Nm 6:22-27 / Gal 4:4-7 / Lk 2:16-21
One of the characteristics of healthy children is a consciousness of the importance of having rules and playing by the rules. One of the most frequent refrains amidst their games is the outraged challenge, “That’s not fair. You cheated.” This focus on rules is an important stage in a child’s development, and it provides children with crucial habits for the rest of life. Without it their lives and society as a whole would descend into chaos. But by itself it isn’t enough to make a life.
St. Paul learned this through painful experience. In his early days as a devout and sincere Jew, he strove with all his might to observe the whole of the law of Moses with perfection. And constantly he failed — in two ways. On the one hand, the simple human weakness which is common to us all frustrated his very best efforts to be perfect. He just wasn’t and he never would be, and it drove him crazy. On the other hand, his frustration with his own inner imperfections and failures hardened his heart as he judged both himself and others. With ruthless vigor, he set out to catch and to punish everyone who was wandering away from the law as he understood it. And so he found himself killing Christians, presiding at the death of the very first martyr, St.
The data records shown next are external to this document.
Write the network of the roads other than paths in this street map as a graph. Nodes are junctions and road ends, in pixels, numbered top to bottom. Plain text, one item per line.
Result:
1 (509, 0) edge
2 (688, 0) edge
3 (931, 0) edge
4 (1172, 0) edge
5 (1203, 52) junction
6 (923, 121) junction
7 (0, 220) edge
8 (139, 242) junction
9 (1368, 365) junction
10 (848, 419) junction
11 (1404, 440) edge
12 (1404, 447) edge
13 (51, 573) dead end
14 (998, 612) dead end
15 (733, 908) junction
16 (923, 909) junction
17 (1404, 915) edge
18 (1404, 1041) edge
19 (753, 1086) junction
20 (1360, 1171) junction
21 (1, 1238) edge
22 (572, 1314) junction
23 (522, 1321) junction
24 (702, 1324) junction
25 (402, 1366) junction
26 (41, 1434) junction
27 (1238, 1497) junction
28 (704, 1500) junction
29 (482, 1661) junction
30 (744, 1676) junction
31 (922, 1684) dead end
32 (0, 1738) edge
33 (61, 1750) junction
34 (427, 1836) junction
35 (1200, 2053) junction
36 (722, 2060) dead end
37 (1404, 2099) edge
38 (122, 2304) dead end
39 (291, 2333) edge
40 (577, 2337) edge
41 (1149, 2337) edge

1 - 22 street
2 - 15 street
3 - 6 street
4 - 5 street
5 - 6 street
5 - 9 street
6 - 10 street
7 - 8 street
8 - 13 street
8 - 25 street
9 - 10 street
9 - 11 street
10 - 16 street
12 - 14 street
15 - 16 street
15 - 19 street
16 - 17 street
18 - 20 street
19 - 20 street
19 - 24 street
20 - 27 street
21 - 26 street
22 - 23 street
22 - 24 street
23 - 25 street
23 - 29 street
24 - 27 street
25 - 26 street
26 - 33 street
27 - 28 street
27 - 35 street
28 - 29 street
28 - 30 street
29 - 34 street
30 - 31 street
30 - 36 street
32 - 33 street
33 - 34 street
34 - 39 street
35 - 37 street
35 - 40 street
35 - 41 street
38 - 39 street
Stephen.
In the end, he discovered that there was a way out of this terrible, bitter trap that he’d built for himself, and the way out was Jesus, the compassionate one, Jesus the forgiver. He is the only way out, the only salvation, for any of us fragile, fault-ridden human beings. His forgiveness and His compassion can be ours for the asking. All we need do in return is to pass it on and share it with our brothers and sisters.